自明であるずがどうやらそうでもない。ネクタイやベルトは衣服をまとめて留める機能から逸脱して、「縛る」といった働きへと転換している。衣服の領域を超えて身体へと及んできた。テレビの前に映る若者も。機能性を無視した衣服。顔のいたるところに穴があいている。果ては携帯電話に「衣服」をまとわせている。それを「カワイイ」という。携帯電話と衣服。まるで携帯電話を自分の身体の一部と化しているかのように。

とはいえ、モードの「身体への攻撃」は今に始まったことではない。19世紀には、体中を雁字搦めに拘束して、包み隠した。歪めた。異様に細い腰。肋骨が変形してまでも流行したコルセット。それが当時の美。

日本も同じ。吉原の太夫。花魁道中でえがくハの字に人々は見せられる。太夫は「オリジナル」の八の字を描くべく探求する。視線が注がれる先にあるのは八の字を描く「高下駄」。異様なまでに高い下駄。30cmにも及んだ。介添人なしでは歩けない。ゆっくりとゆっくりと、その姿が痛々しい。悲痛と凜、それが太夫の美をきわだたせる。

ファッションの構造は、<自然>の<文化>への変換、あるいは<文化>の生成そのものと関わっている。<自然>の歪形、<自然>からの逸脱ーおそらくここに《モードの迷宮》の扉をこじ開ける鍵が秘匿されているのだろう。そして、何かを禁じ、抹消してゆく運動が、そのまま、禁じられ、抹消されるはずのものを喚起し、煽りたててしまうという、ファッションのパラドクシカルな運動を切開するための切り口もまた、ここに見いだすことができるとおもわれる。 『モードの迷宮 』 P.54

<自然>の歪形、<自然>からの逸脱をファッションが私に煽りたてる。テレビの若者が買ったパンダのパーカー。それを別の若者が視たとき「感情」がともなう。私にはともなわない。もし、だれひとり気づかなければファッションはモードの最先端の外側にある。でも、誰かが気づいて誰かが気づかない、気づいた人に「感情」を喚起させるとき、モードはある。

だけど、もし、パンダのパーカーを街ゆく人全員が気づいたとき、モードは死を迎える。死と再生の循環運動。自ら創出した<スタイル>を消尽し、解体してしまう。スカートの丈はモードの典型。スカートの丈は時代とともにかわってきた。まとう人にも視る人にもスカートの丈の位置は意味をもつ。意味は道徳に翻弄される。丈の境界線、秘匿する身体部位と露出する身体部位、両者の境界線はわたしを縛り付ける。モードが身体ー衣服ー道徳をリンクさせる。衣服の「裂け目」から身体が露出したときエロスが現れる。でも、「秘部」は露出した瞬間に消失する。快楽とのひきかえに。パラドックス。「秘部」と「快楽」、今のモードはパラドクシカルなエロスを巧みに操れていないのかもしれない。

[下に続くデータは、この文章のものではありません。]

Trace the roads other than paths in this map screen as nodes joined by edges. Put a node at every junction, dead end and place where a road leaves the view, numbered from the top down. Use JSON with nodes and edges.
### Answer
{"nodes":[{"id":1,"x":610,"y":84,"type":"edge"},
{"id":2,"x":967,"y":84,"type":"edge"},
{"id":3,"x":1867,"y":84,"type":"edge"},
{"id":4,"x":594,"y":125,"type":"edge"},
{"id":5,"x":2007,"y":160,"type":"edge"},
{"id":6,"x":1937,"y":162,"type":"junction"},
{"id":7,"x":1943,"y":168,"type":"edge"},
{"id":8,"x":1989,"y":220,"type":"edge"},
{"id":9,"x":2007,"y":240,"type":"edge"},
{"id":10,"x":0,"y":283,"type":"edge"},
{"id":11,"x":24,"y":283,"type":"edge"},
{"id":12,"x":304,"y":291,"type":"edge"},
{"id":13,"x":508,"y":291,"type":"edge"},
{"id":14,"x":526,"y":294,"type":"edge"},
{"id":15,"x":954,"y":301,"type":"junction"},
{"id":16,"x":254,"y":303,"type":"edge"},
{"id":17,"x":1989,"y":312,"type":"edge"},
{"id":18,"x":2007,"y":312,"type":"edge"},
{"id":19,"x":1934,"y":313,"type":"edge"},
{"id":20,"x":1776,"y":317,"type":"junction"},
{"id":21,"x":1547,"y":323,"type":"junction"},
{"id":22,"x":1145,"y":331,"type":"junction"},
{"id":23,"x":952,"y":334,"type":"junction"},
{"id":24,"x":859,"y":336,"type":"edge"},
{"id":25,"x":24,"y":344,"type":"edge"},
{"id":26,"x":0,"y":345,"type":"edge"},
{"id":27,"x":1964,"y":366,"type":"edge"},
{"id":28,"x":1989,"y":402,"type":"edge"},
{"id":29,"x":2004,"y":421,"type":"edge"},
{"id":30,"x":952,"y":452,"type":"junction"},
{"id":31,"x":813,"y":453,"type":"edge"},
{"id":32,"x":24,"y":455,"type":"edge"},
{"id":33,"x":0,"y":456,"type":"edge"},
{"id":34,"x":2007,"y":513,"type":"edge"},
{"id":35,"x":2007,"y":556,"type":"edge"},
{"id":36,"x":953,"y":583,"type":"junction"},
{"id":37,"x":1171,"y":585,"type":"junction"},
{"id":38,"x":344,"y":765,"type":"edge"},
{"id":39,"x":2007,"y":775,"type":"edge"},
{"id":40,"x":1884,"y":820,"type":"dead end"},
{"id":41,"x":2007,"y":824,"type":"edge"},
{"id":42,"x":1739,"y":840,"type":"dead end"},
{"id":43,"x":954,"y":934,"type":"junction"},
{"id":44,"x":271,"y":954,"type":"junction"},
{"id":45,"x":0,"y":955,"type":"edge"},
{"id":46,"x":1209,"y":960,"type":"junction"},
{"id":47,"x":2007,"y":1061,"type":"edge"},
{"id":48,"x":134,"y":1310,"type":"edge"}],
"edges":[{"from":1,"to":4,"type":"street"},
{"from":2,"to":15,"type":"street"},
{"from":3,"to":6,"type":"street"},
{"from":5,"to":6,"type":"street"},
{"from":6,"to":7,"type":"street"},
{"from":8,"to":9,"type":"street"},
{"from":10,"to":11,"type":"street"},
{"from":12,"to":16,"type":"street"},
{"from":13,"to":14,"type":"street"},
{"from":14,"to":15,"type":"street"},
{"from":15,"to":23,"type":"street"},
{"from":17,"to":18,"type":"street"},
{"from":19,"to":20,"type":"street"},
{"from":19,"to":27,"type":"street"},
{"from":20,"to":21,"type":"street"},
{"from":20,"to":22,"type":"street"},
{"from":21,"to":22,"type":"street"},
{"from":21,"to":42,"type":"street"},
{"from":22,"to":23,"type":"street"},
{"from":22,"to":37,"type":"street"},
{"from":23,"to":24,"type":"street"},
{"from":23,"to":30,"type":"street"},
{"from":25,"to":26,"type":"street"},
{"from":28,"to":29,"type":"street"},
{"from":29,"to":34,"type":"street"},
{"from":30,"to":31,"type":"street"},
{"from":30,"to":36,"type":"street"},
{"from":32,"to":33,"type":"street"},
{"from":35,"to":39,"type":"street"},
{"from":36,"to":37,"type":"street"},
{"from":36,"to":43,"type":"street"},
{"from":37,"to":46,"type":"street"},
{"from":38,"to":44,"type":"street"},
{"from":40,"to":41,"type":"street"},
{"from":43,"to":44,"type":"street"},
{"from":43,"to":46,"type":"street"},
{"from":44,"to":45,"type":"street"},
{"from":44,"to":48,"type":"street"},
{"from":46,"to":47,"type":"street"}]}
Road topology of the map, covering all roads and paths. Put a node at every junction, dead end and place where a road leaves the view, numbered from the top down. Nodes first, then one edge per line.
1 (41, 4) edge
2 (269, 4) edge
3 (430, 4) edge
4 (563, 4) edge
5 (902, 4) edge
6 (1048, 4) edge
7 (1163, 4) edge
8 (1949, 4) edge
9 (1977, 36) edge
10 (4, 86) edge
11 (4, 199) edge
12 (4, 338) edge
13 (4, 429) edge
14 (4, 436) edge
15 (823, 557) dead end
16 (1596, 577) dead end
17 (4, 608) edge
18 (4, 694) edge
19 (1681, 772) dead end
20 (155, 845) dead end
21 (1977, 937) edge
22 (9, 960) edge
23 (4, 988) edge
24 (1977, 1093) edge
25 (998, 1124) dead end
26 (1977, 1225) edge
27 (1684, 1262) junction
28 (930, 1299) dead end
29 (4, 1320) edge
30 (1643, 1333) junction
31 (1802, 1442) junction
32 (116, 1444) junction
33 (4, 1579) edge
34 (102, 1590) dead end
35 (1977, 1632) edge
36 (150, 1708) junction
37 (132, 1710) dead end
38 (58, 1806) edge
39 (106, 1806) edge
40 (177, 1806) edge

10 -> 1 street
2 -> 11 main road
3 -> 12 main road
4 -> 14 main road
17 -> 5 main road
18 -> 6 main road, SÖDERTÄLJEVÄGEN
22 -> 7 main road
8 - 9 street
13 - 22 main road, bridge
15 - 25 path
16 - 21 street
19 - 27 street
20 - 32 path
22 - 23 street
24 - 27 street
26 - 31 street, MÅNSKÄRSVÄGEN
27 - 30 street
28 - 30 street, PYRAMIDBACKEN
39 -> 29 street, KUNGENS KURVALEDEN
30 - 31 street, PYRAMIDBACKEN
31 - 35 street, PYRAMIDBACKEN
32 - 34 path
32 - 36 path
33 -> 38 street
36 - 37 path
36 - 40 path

若者のモードはエロスより「ほんとうの私」のメッセージなのかもとテレビを視ながら感じた。異型の装い。既定の意味からの脱却。意味の先へ我が身を置く。意味の先へ置いた我が身へは他者の視線がそそがれる。自分の行動の「意味」を他者に知られる。「意味」が他者に侵襲し、その「効果」が他者から自分のもとへ。「行動した私」と「効果を獲得した私」は違う。でも同じ自分。

<わたし>は他の<わたし>の世界のなかにひとつの確かな場所をもっているのでなければならない。そして、わたしと他者とがたがいのうちに意味ある場所をもちうるためには、わたしは他者と共通の意味の枠組みのなかに住みこんでいるのでなければならない。『モードの迷宮 』 P.178

意味の枠組みを全力でつくりあげているのがテレビの前に映った「カワイイ!」なのかも。バルトの定義が頭によぎる。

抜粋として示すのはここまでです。